══ EXTRACTED RECORDS
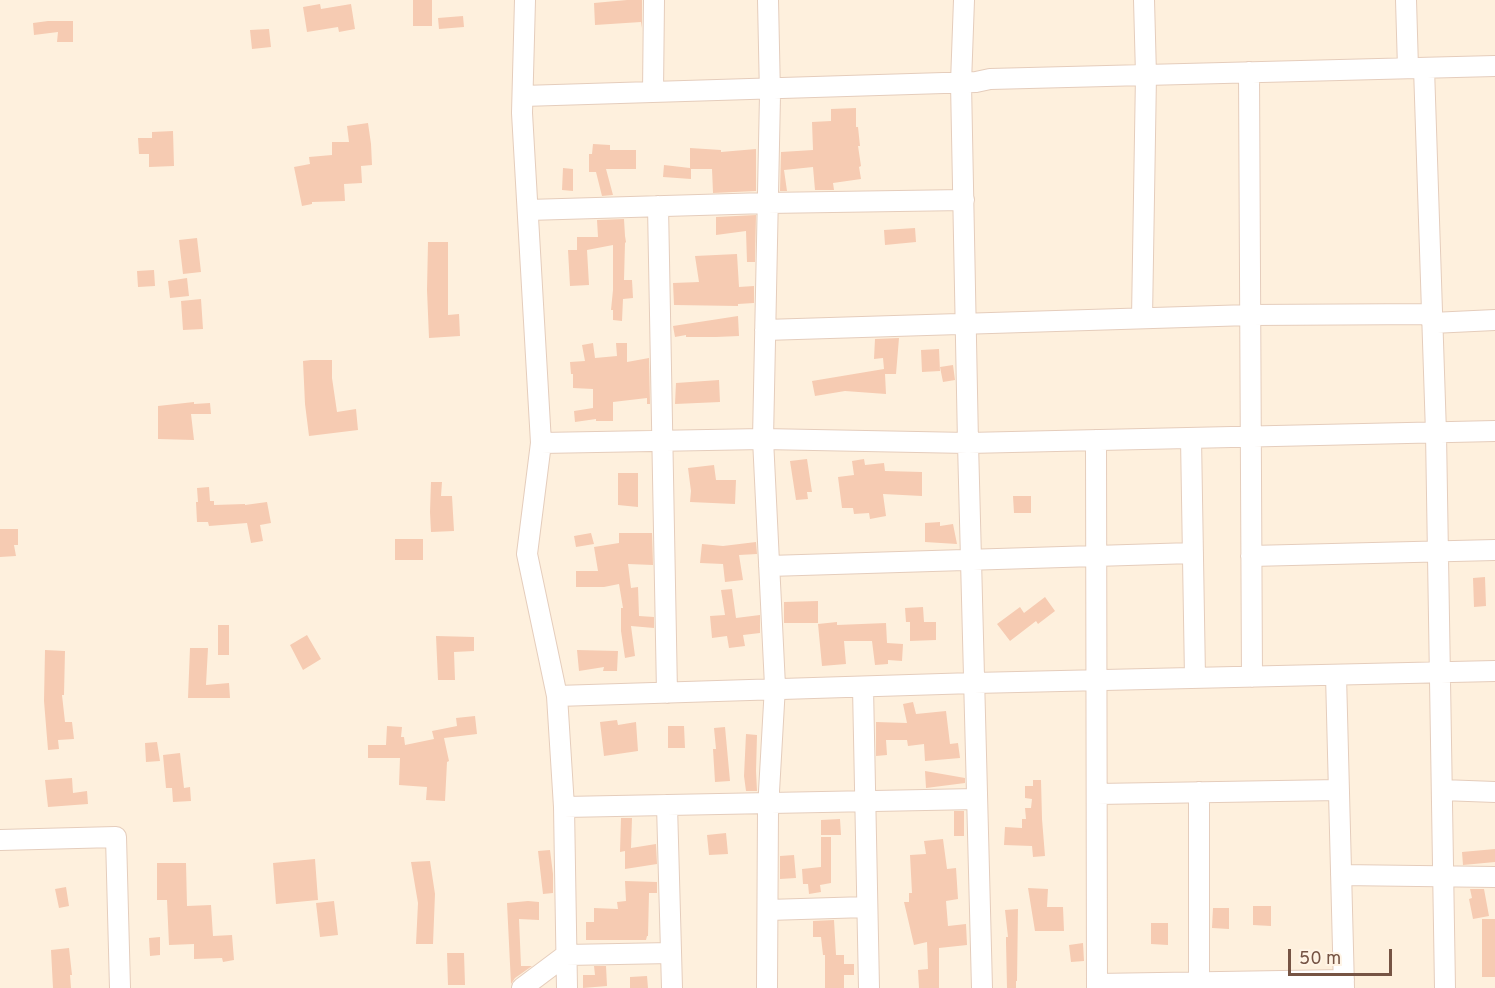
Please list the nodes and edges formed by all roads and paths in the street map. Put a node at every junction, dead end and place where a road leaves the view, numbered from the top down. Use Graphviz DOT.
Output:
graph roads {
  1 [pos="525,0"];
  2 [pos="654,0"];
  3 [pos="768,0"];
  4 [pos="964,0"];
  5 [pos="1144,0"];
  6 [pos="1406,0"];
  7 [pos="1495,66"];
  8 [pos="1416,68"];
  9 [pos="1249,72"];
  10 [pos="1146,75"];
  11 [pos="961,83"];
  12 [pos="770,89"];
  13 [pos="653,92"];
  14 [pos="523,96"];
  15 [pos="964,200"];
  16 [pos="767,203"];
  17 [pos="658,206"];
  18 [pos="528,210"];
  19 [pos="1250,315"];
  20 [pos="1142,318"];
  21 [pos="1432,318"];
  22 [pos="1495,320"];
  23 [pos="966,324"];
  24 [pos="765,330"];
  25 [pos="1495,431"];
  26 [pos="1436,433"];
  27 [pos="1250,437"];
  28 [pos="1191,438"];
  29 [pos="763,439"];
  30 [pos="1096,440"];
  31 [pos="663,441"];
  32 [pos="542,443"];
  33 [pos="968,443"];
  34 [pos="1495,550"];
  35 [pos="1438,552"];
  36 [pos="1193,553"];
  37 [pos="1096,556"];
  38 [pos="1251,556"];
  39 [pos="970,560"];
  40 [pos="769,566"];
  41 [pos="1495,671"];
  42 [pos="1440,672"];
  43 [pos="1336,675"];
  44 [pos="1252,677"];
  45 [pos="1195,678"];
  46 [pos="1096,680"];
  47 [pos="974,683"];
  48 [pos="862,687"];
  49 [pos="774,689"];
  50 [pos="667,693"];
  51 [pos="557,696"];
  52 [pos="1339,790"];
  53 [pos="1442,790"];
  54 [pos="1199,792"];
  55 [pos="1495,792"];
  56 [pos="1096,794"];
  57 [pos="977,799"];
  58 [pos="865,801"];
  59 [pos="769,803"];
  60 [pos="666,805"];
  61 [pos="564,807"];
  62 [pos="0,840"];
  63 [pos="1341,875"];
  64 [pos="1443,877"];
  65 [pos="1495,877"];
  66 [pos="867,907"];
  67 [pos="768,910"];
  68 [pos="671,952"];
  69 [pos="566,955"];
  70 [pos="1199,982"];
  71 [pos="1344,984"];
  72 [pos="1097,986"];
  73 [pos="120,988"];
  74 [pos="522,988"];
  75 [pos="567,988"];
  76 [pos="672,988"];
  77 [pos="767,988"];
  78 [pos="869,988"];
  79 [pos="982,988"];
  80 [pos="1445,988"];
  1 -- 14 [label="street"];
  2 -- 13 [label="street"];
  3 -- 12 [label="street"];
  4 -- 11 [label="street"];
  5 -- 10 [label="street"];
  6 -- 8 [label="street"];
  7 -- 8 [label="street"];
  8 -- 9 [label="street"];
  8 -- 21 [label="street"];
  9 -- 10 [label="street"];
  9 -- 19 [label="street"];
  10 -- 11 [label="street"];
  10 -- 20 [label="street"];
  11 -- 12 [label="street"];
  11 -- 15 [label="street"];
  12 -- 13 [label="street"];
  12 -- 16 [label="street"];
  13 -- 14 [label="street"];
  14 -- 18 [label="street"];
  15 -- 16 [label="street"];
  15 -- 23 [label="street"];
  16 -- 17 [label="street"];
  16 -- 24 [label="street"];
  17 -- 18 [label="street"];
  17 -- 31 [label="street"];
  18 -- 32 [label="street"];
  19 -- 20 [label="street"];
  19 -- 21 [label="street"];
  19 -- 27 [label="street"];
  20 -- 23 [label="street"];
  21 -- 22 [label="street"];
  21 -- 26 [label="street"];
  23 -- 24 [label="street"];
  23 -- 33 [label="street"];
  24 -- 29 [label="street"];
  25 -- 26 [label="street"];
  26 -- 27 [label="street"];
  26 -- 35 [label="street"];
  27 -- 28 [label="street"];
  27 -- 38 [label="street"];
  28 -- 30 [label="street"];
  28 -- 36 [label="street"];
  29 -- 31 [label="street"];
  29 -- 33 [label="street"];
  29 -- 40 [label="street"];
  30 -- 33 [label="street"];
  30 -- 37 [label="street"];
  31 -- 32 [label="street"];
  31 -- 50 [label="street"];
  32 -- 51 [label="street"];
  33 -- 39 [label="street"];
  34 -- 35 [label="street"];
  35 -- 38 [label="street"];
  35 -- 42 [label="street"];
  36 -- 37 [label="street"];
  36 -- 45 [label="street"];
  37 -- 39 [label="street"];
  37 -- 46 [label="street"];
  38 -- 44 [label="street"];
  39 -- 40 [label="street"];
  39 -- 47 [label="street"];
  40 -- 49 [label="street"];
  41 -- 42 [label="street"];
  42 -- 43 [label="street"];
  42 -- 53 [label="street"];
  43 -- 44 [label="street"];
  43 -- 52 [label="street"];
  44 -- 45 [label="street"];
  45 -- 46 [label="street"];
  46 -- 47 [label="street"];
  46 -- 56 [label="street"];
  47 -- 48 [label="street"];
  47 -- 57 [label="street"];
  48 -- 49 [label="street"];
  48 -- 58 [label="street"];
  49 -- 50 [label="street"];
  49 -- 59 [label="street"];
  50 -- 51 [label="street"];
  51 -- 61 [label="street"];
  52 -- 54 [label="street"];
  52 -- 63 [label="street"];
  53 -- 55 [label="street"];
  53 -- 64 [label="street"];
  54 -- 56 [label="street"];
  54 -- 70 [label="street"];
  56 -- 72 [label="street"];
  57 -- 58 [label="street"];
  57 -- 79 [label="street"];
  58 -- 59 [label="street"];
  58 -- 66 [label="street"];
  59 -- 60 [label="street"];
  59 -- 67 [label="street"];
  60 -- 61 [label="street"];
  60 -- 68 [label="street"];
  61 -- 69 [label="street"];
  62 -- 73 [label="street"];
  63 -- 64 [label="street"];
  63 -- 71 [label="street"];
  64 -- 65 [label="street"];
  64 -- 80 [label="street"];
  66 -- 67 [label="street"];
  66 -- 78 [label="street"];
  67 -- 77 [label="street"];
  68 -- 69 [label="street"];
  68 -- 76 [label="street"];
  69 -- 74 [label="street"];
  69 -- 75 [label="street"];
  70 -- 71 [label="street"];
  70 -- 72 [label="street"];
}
════
EXERCISE:
Transcribe each entry exactly, pictures excluded.

COMPLETED TASK:
Please list the nodes and edges formed by all roads and paths in the street map. Put a node at every junction, dead end and place where a road leaves the view, numbered from the top down. Use Graphviz DOT.
Output:
graph roads {
  1 [pos="525,0"];
  2 [pos="654,0"];
  3 [pos="768,0"];
  4 [pos="964,0"];
  5 [pos="1144,0"];
  6 [pos="1406,0"];
  7 [pos="1495,66"];
  8 [pos="1416,68"];
  9 [pos="1249,72"];
  10 [pos="1146,75"];
  11 [pos="961,83"];
  12 [pos="770,89"];
  13 [pos="653,92"];
  14 [pos="523,96"];
  15 [pos="964,200"];
  16 [pos="767,203"];
  17 [pos="658,206"];
  18 [pos="528,210"];
  19 [pos="1250,315"];
  20 [pos="1142,318"];
  21 [pos="1432,318"];
  22 [pos="1495,320"];
  23 [pos="966,324"];
  24 [pos="765,330"];
  25 [pos="1495,431"];
  26 [pos="1436,433"];
  27 [pos="1250,437"];
  28 [pos="1191,438"];
  29 [pos="763,439"];
  30 [pos="1096,440"];
  31 [pos="663,441"];
  32 [pos="542,443"];
  33 [pos="968,443"];
  34 [pos="1495,550"];
  35 [pos="1438,552"];
  36 [pos="1193,553"];
  37 [pos="1096,556"];
  38 [pos="1251,556"];
  39 [pos="970,560"];
  40 [pos="769,566"];
  41 [pos="1495,671"];
  42 [pos="1440,672"];
  43 [pos="1336,675"];
  44 [pos="1252,677"];
  45 [pos="1195,678"];
  46 [pos="1096,680"];
  47 [pos="974,683"];
  48 [pos="862,687"];
  49 [pos="774,689"];
  50 [pos="667,693"];
  51 [pos="557,696"];
  52 [pos="1339,790"];
  53 [pos="1442,790"];
  54 [pos="1199,792"];
  55 [pos="1495,792"];
  56 [pos="1096,794"];
  57 [pos="977,799"];
  58 [pos="865,801"];
  59 [pos="769,803"];
  60 [pos="666,805"];
  61 [pos="564,807"];
  62 [pos="0,840"];
  63 [pos="1341,875"];
  64 [pos="1443,877"];
  65 [pos="1495,877"];
  66 [pos="867,907"];
  67 [pos="768,910"];
  68 [pos="671,952"];
  69 [pos="566,955"];
  70 [pos="1199,982"];
  71 [pos="1344,984"];
  72 [pos="1097,986"];
  73 [pos="120,988"];
  74 [pos="522,988"];
  75 [pos="567,988"];
  76 [pos="672,988"];
  77 [pos="767,988"];
  78 [pos="869,988"];
  79 [pos="982,988"];
  80 [pos="1445,988"];
  1 -- 14 [label="street"];
  2 -- 13 [label="street"];
  3 -- 12 [label="street"];
  4 -- 11 [label="street"];
  5 -- 10 [label="street"];
  6 -- 8 [label="street"];
  7 -- 8 [label="street"];
  8 -- 9 [label="street"];
  8 -- 21 [label="street"];
  9 -- 10 [label="street"];
  9 -- 19 [label="street"];
  10 -- 11 [label="street"];
  10 -- 20 [label="street"];
  11 -- 12 [label="street"];
  11 -- 15 [label="street"];
  12 -- 13 [label="street"];
  12 -- 16 [label="street"];
  13 -- 14 [label="street"];
  14 -- 18 [label="street"];
  15 -- 16 [label="street"];
  15 -- 23 [label="street"];
  16 -- 17 [label="street"];
  16 -- 24 [label="street"];
  17 -- 18 [label="street"];
  17 -- 31 [label="street"];
  18 -- 32 [label="street"];
  19 -- 20 [label="street"];
  19 -- 21 [label="street"];
  19 -- 27 [label="street"];
  20 -- 23 [label="street"];
  21 -- 22 [label="street"];
  21 -- 26 [label="street"];
  23 -- 24 [label="street"];
  23 -- 33 [label="street"];
  24 -- 29 [label="street"];
  25 -- 26 [label="street"];
  26 -- 27 [label="street"];
  26 -- 35 [label="street"];
  27 -- 28 [label="street"];
  27 -- 38 [label="street"];
  28 -- 30 [label="street"];
  28 -- 36 [label="street"];
  29 -- 31 [label="street"];
  29 -- 33 [label="street"];
  29 -- 40 [label="street"];
  30 -- 33 [label="street"];
  30 -- 37 [label="street"];
  31 -- 32 [label="street"];
  31 -- 50 [label="street"];
  32 -- 51 [label="street"];
  33 -- 39 [label="street"];
  34 -- 35 [label="street"];
  35 -- 38 [label="street"];
  35 -- 42 [label="street"];
  36 -- 37 [label="street"];
  36 -- 45 [label="street"];
  37 -- 39 [label="street"];
  37 -- 46 [label="street"];
  38 -- 44 [label="street"];
  39 -- 40 [label="street"];
  39 -- 47 [label="street"];
  40 -- 49 [label="street"];
  41 -- 42 [label="street"];
  42 -- 43 [label="street"];
  42 -- 53 [label="street"];
  43 -- 44 [label="street"];
  43 -- 52 [label="street"];
  44 -- 45 [label="street"];
  45 -- 46 [label="street"];
  46 -- 47 [label="street"];
  46 -- 56 [label="street"];
  47 -- 48 [label="street"];
  47 -- 57 [label="street"];
  48 -- 49 [label="street"];
  48 -- 58 [label="street"];
  49 -- 50 [label="street"];
  49 -- 59 [label="street"];
  50 -- 51 [label="street"];
  51 -- 61 [label="street"];
  52 -- 54 [label="street"];
  52 -- 63 [label="street"];
  53 -- 55 [label="street"];
  53 -- 64 [label="street"];
  54 -- 56 [label="street"];
  54 -- 70 [label="street"];
  56 -- 72 [label="street"];
  57 -- 58 [label="street"];
  57 -- 79 [label="street"];
  58 -- 59 [label="street"];
  58 -- 66 [label="street"];
  59 -- 60 [label="street"];
  59 -- 67 [label="street"];
  60 -- 61 [label="street"];
  60 -- 68 [label="street"];
  61 -- 69 [label="street"];
  62 -- 73 [label="street"];
  63 -- 64 [label="street"];
  63 -- 71 [label="street"];
  64 -- 65 [label="street"];
  64 -- 80 [label="street"];
  66 -- 67 [label="street"];
  66 -- 78 [label="street"];
  67 -- 77 [label="street"];
  68 -- 69 [label="street"];
  68 -- 76 [label="street"];
  69 -- 74 [label="street"];
  69 -- 75 [label="street"];
  70 -- 71 [label="street"];
  70 -- 72 [label="street"];
}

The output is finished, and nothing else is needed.